Miquel de Palol : Le Testament d’Alceste,
traduit du catalan par François-Michel Durazzo, Zulma, 768 p, 24,50 €.
Il faut toujours une raison puissante, plus ou moins plausible ou fantastique, pour qu’un groupe d’amis trouve en un lieu écarté le loisir d’alterner les plaisirs de la narration et de l’écoute passionnée. Après la peste florentine du Décaméron de Boccace lors du XIV° siècle italien, le Catalan Miquel de Palol (né en 1953) choisit en sa réécriture contemporaine une guerre nucléaire pour séparer ses conteurs d’un monde devenu impraticable. C’est ainsi que par les lèvres de maints narrateurs se déploient les grandeurs et déboires d’une banque catalane et mondiale, animés par une foule de personnages contrastés et rutilants. Ce Jardin des Sept Crépuscules annonce un jeu aux frontières de la vie et de la mort dans Le Testament d'Alceste, toujours au travers de romans visionnaires aux récits emboîtés.
Le prologue du Jardin des Sept Crépuscules narre à la première personne le parcours d’un jeune homme de la meilleure société de Barcelone, emmené en secret depuis Barcelone dévastée, par de dangereuses routes nocturnes, jusque dans un imprenable château juché sur une montagne, que l’on imaginerait être des Pyrénées de fantaisie. Le luxe du lieu, des chambres, des victuailles, des œuvres d’art fabuleuses et surabondantes, d’un incroyable jardin perché, celui des « sept crépuscules », semble une invention surréaliste apaisée. C’est en cette uchronie qu’une poignée d’élus, rares gens de pouvoir, vont se livrer à l’art du récit : ils sont, hors le narrateur du récit-cadre, Pierre Gimellion, Andreas Rodin, Fabius Roncal, Artur Oliver, Simon Gerke, Randolph Carter, mais aussi Camila Hanusin, et Gertrudis qui plait aussitôt énormément à celui dont nous suivons l’itinéraire, l’initiation et les pensées. Sans compter les narrateurs emboités comme poupées gigognes…
Les voilà bientôt réunis pour dessiner des destinées et brosser un tableau du monde des affaires, quand « une malédiction semblait peser sur la banque Mir ». Les générations se succèdent autour de la famille Cros, parfois en des histoires doublement enchâssées. Des personnalités sont récurrentes, au travers de la fortune et des aléas de l’établissement bancaire, de la succession des bons et mauvais dirigeants, du « nœud » financier et politique, des haines et des amours qui visent autant la beauté des corps et des esprits que celle de l’argent et du pouvoir.
Des moments forts marquent ce roman polymorphe : cette femme courtisée par un amant monstrueux, puis délaissée, avant de voir ses enfants enlevés ; ce garçon abandonné, délinquant patenté avide qui « voyait dans la science et la culture des armes formidables qui pouvaient le sortir de l’indigence », et recueilli par Ficinus pour devenir un des leviers de l’empire bancaire.

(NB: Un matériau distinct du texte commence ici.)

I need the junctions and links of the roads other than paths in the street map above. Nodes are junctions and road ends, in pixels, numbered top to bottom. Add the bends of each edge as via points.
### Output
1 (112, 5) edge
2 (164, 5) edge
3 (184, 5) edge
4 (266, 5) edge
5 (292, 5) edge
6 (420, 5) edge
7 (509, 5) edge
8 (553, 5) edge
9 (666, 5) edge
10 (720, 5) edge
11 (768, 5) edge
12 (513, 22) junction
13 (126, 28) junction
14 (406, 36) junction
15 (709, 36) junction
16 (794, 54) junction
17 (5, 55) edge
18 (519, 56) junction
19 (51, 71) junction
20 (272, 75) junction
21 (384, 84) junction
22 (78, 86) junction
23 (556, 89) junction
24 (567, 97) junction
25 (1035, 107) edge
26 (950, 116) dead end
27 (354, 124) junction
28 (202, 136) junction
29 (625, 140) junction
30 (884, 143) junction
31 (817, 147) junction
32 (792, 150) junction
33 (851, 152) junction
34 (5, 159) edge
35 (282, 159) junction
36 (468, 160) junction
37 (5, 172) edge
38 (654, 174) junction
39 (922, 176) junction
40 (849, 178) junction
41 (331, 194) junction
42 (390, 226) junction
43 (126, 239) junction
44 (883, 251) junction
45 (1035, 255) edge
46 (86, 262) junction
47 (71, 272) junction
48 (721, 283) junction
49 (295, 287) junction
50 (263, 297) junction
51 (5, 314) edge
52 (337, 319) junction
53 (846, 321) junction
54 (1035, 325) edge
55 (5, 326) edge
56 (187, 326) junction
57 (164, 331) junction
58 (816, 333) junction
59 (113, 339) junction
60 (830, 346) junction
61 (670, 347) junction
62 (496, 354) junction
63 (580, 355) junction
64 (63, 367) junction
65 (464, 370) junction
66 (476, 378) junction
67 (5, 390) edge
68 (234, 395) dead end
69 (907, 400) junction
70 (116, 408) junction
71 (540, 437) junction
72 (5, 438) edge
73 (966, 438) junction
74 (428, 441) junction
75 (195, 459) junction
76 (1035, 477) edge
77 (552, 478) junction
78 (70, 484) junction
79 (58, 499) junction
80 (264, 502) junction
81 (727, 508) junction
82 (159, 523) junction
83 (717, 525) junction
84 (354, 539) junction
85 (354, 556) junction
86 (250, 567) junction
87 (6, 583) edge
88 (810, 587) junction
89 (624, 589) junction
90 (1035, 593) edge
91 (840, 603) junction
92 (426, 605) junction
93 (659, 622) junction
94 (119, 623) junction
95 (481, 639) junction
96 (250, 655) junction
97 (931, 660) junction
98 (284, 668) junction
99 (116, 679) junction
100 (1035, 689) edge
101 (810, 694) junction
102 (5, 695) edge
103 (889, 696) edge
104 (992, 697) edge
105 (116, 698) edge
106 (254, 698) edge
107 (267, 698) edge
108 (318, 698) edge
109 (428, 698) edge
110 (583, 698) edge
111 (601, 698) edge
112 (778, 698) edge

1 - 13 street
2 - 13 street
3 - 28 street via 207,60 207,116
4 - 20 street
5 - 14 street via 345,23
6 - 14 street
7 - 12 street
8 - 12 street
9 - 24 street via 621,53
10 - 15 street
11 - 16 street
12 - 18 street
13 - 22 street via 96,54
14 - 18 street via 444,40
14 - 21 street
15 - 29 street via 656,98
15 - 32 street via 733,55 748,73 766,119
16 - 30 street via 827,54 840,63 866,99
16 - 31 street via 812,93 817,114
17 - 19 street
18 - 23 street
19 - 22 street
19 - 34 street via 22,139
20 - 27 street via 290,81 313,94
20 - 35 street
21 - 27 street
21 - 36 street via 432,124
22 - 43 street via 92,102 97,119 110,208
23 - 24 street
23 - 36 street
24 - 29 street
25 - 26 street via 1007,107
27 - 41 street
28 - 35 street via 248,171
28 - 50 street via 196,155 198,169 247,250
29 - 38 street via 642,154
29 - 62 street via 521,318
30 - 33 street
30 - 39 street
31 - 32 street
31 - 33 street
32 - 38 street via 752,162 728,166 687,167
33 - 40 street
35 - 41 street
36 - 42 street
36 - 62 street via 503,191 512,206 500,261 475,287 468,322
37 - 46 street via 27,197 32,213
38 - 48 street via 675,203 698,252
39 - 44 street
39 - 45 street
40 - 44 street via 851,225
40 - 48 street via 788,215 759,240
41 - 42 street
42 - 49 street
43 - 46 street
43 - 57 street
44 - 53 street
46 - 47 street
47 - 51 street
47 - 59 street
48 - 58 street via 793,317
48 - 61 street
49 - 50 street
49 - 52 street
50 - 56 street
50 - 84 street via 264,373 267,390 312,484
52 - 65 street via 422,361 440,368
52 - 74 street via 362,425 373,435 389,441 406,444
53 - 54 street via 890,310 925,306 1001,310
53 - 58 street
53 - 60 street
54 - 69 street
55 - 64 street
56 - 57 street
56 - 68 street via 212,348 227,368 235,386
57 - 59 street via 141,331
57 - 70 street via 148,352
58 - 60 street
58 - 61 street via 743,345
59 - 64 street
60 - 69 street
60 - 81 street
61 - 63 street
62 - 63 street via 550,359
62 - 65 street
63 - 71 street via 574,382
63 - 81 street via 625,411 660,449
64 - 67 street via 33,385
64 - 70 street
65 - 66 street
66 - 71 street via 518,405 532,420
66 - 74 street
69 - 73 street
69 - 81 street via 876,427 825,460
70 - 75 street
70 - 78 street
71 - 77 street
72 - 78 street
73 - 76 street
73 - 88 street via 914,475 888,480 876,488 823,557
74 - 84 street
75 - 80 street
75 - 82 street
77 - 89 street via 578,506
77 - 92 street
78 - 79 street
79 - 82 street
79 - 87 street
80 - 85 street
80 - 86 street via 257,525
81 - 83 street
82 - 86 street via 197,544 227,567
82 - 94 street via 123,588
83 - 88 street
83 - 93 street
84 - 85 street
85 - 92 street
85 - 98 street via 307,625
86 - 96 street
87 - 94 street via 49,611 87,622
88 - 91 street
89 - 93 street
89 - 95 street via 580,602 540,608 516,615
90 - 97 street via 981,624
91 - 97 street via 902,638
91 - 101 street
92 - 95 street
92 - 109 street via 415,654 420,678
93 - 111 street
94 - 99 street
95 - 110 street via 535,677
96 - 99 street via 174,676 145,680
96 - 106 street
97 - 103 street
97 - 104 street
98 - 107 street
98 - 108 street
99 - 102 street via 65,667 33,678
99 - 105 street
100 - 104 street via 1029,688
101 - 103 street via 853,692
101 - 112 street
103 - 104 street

L’un des vortex étant le vol d’un joyau précieux. Est-il « à l’origine d’une grande partie des mouvements politiques et économiques de ces dernières années » ? Le mystérieux Oméga, désigné par son seul signe, est peut-être, qui sait, le marionnettiste en chef des splendeurs, aléas et entrelacs de la banque Mir…
Peu à peu, l’ambition prend forme : « rendre l’inconscient universel, socialiser la mémoire ». Le vaste roman de société, où « la capacité de jouer avec les utopies semblait en berne », se penche sur sa propre construction, sur la dimension éthique dans les manières de gérer une banque ou les rapports humains, y compris au moyen d’une fine pénétration psychologique. L’entrecroisement des nouvelles permet alors au projet presque balzacien de se doubler des séductions romanesques de l’aventure et des passions politiques, entraînant la sensation de toujours demeurer auprès d’un nouveau suspense. Comme en un roman feuilleton à la Dumas, en un savant dosage de narration classique et de romantisme, d’apologues, de contes fantastiques, d’enquêtes policières et fiscales, « Phrixos le fou », le premier volet du Jardin des sept crépuscules, qui compte trois « journées », ne nous lâche plus, « sorte de réserve philosophique qui pourrait aider, le cas échéant, à sortir de la dépression. » Sans compter les intrigues initiées entre les sept narrateurs aux points de vue divers, leurs sages entretiens sur l’art et l’argent, la poésie et l’amour, les amours de notre héros, narrateur de l’ensemble, avec l’énigmatique Gertrudis, avec la charnelle Emilia…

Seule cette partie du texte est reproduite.